Up-party - connect Azure AD B2C with OpenID Connect

FoxIDs can be connected to Azure AD B2C with OpenID Connect and thereby authenticating end users in an Azure AD B2C tenant.

Configure integration

This chapter describes how to configure a connection with OpenID Connect Authorization Code flow and PKCE, which is the recommended OpenID Connect flow.

1 - Start by creating an OpenID Connect up-party client in FoxIDs Control Client

  1. Add the name
  2. Select show advanced settings
  3. Select tildes URL binding pattern

Read the redirect URLs

It is now possible to read the Redirect URL and Post logout redirect URL.

2 - Then go to Azure AD B2C and create the app profile

  1. Create app profile
  2. The profile will result in an authority like this https://some-domain.b2clogin.com/some-domain.onmicrosoft.com/B2C_1A_SOME_SIGNIN_PROFILE/v2.0/, including the profile name

When the authority is registered in FoxIDs as an up-party. FoxIDs will call the discovery endpoint on the authority which in this case will be https://some-domain.b2clogin.com/some-domain.onmicrosoft.com/B2C_1A_SOME_SIGNIN_PROFILE/v2.0/.well-known/openid-configuration

If you receive a discovery endpoint URL formatted with the Azure AD B2C profile name in the query string like this ...?p=B2C_1A_SOME_SIGNIN_PROFILE you have to change the URL structure.
The full URL would look like this https://some-domain.b2clogin.com/some-domain.onmicrosoft.com/v2.0/.well-known/openid-configuration?p=B2C_1A_SOME_SIGNIN_PROFILE and the authority is then https://some-domain.b2clogin.com/some-domain.onmicrosoft.com/B2C_1A_SOME_SIGNIN_PROFILE/v2.0/ where the Azure AD B2C profile name is moved to be a path element in the URL.

3 - Go back to the FoxIDs up-party client in FoxIDs Control Client

Azure AD B2C is not by default return an access token in the token response and is thereby not OpenID Connect Authorization Code flow compliant. You need to add a Azure AD B2C client ID as a scope to get an access token returned.

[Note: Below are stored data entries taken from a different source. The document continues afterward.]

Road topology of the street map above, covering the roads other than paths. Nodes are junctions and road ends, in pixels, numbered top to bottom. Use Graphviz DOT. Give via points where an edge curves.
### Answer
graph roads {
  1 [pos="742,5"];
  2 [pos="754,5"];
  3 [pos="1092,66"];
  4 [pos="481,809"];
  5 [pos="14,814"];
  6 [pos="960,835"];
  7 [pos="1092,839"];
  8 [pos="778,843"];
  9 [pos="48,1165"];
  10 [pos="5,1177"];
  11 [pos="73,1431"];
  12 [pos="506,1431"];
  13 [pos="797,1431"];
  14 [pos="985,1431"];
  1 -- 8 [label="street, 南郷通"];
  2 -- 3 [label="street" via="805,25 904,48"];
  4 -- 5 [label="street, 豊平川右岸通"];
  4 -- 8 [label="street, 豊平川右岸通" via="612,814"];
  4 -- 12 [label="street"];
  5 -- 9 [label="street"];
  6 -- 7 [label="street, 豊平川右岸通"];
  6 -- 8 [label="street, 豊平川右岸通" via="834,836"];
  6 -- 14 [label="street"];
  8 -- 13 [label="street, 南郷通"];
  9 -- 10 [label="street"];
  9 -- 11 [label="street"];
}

  1. Add the authority, which is https://some-domain.b2clogin.com/some-domain.onmicrosoft.com/B2C_1A_SOME_SIGNIN_PROFILE/v2.0/
  2. Add the profile and email scopes (possible other or more scopes)
  3. Add the Azure AD B2C client ID as a custom SP client ID
  4. Add the Azure AD B2C client ID as a scope
  5. Add the Azure AD B2C client secret value as the client secret
  6. You probably / maybe need to select use claims from ID token
  7. Add the claims which will be transferred from the up-party to the down-parties. E.g., preferred_username, email, name, given_name, family_name, oid, ipaddr and possible the access_token claim to transfer the Azure AD B2C access token to down-parties
  8. Click create

That's it, you are done.

The new up-party can now be selected as an allowed up-party in a down-party.
The down-party can read the claims from the up-party. It is possible to add the access_token claim to include the Azure AD B2C access token as a claim in the issued access token.